#### [What is required]
Return verbatim all lines from the first one in the records to the line with "I need the junctions", both ends kept.

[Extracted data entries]
*** Block opens ***
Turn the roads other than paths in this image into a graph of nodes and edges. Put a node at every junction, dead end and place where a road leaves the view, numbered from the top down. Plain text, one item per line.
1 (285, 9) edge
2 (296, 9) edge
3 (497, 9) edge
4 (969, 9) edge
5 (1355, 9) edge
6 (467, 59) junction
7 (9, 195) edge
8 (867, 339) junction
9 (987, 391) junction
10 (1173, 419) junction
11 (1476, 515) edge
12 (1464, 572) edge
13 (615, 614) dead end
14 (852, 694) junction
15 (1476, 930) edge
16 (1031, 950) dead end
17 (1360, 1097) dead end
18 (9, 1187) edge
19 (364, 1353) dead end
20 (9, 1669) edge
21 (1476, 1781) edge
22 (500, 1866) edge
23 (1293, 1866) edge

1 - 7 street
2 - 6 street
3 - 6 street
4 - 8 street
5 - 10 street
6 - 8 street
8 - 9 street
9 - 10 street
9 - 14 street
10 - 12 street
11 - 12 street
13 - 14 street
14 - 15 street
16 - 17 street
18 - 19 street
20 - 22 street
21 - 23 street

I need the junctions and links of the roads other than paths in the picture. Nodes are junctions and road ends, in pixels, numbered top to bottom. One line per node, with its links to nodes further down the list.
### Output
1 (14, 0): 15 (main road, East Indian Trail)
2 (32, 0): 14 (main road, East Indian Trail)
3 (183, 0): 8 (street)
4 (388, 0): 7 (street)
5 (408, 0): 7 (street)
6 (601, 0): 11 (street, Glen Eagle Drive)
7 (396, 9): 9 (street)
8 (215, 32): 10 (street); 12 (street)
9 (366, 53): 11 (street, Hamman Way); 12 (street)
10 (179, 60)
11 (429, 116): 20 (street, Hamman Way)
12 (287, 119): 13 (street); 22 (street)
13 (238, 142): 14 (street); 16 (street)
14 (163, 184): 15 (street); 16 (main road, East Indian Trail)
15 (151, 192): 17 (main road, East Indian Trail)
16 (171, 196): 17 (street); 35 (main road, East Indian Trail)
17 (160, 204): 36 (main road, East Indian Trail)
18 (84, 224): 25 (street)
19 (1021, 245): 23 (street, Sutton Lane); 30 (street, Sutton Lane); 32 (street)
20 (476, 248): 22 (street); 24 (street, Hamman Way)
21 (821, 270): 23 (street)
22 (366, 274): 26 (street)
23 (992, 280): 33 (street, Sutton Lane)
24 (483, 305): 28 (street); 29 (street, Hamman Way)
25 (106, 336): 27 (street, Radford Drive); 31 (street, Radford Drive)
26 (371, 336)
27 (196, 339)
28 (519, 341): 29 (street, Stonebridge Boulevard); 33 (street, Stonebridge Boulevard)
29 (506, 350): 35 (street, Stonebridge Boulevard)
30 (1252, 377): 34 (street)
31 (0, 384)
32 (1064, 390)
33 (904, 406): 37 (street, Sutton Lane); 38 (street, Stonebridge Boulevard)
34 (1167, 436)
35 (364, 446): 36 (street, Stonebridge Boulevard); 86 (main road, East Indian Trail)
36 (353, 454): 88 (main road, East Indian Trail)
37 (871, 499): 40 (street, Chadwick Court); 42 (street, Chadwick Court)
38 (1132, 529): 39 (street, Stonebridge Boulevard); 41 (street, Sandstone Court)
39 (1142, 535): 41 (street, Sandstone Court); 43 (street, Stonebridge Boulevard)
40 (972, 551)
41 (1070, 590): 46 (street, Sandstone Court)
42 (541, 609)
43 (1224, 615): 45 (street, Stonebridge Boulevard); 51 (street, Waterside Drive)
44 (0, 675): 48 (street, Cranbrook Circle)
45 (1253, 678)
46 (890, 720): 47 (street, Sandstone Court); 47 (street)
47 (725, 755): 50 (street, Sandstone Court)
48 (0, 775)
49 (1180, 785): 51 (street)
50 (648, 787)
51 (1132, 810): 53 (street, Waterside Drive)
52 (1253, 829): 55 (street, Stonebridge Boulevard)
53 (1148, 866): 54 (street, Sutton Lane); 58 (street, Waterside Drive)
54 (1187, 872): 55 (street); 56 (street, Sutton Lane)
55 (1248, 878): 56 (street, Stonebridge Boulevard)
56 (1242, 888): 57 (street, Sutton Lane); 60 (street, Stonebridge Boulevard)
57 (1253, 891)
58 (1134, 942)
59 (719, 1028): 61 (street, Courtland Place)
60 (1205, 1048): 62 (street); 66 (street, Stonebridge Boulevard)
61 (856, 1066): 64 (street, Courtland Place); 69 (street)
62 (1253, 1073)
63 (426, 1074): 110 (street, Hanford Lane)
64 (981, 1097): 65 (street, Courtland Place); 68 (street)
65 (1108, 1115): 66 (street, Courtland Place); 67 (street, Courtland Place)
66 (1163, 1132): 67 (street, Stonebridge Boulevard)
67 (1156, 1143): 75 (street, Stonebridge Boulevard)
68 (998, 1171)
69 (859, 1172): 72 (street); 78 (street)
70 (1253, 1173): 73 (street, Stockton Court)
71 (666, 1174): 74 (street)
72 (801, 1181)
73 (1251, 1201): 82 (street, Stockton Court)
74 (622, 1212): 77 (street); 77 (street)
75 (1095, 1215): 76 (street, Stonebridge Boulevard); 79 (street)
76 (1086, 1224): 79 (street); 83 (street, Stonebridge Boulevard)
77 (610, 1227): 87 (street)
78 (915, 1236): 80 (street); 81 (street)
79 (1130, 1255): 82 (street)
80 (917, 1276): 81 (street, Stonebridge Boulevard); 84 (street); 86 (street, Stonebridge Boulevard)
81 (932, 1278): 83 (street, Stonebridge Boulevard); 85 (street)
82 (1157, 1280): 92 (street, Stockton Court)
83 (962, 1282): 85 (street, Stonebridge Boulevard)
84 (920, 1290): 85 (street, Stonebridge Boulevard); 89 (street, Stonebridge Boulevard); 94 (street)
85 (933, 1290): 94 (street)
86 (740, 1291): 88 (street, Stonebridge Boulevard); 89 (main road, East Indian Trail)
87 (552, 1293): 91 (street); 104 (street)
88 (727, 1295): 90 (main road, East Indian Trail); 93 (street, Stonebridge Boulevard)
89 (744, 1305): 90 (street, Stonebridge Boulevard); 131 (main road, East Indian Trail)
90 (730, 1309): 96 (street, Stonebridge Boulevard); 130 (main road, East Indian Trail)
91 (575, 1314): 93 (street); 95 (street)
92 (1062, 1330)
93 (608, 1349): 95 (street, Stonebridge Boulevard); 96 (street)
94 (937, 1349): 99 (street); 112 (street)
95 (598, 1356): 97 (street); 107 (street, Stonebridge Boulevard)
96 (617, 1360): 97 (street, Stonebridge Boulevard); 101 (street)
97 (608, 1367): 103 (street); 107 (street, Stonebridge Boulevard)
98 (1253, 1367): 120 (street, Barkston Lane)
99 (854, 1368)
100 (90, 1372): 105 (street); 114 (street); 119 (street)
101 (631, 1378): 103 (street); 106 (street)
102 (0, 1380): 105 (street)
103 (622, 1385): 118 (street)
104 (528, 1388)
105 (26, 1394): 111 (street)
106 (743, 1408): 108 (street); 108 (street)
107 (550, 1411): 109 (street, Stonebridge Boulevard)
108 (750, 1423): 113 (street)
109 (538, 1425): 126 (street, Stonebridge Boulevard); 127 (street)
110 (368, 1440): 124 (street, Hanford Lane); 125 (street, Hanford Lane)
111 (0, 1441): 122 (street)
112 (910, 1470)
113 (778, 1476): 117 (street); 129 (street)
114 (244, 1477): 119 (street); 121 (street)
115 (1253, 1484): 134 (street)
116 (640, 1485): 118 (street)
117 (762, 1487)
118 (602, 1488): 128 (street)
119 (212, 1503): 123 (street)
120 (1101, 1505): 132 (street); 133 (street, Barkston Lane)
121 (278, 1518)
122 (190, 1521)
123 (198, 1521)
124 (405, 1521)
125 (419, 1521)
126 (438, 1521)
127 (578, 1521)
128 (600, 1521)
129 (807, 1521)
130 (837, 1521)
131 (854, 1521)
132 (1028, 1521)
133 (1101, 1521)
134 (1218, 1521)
*** Block closes ***
#### [Task solution]
Turn the roads other than paths in this image into a graph of nodes and edges. Put a node at every junction, dead end and place where a road leaves the view, numbered from the top down. Plain text, one item per line.
1 (285, 9) edge
2 (296, 9) edge
3 (497, 9) edge
4 (969, 9) edge
5 (1355, 9) edge
6 (467, 59) junction
7 (9, 195) edge
8 (867, 339) junction
9 (987, 391) junction
10 (1173, 419) junction
11 (1476, 515) edge
12 (1464, 572) edge
13 (615, 614) dead end
14 (852, 694) junction
15 (1476, 930) edge
16 (1031, 950) dead end
17 (1360, 1097) dead end
18 (9, 1187) edge
19 (364, 1353) dead end
20 (9, 1669) edge
21 (1476, 1781) edge
22 (500, 1866) edge
23 (1293, 1866) edge

1 - 7 street
2 - 6 street
3 - 6 street
4 - 8 street
5 - 10 street
6 - 8 street
8 - 9 street
9 - 10 street
9 - 14 street
10 - 12 street
11 - 12 street
13 - 14 street
14 - 15 street
16 - 17 street
18 - 19 street
20 - 22 street
21 - 23 street

I need the junctions and links of the roads other than paths in the picture. Nodes are junctions and road ends, in pixels, numbered top to bottom. One line per node, with its links to nodes further down the list.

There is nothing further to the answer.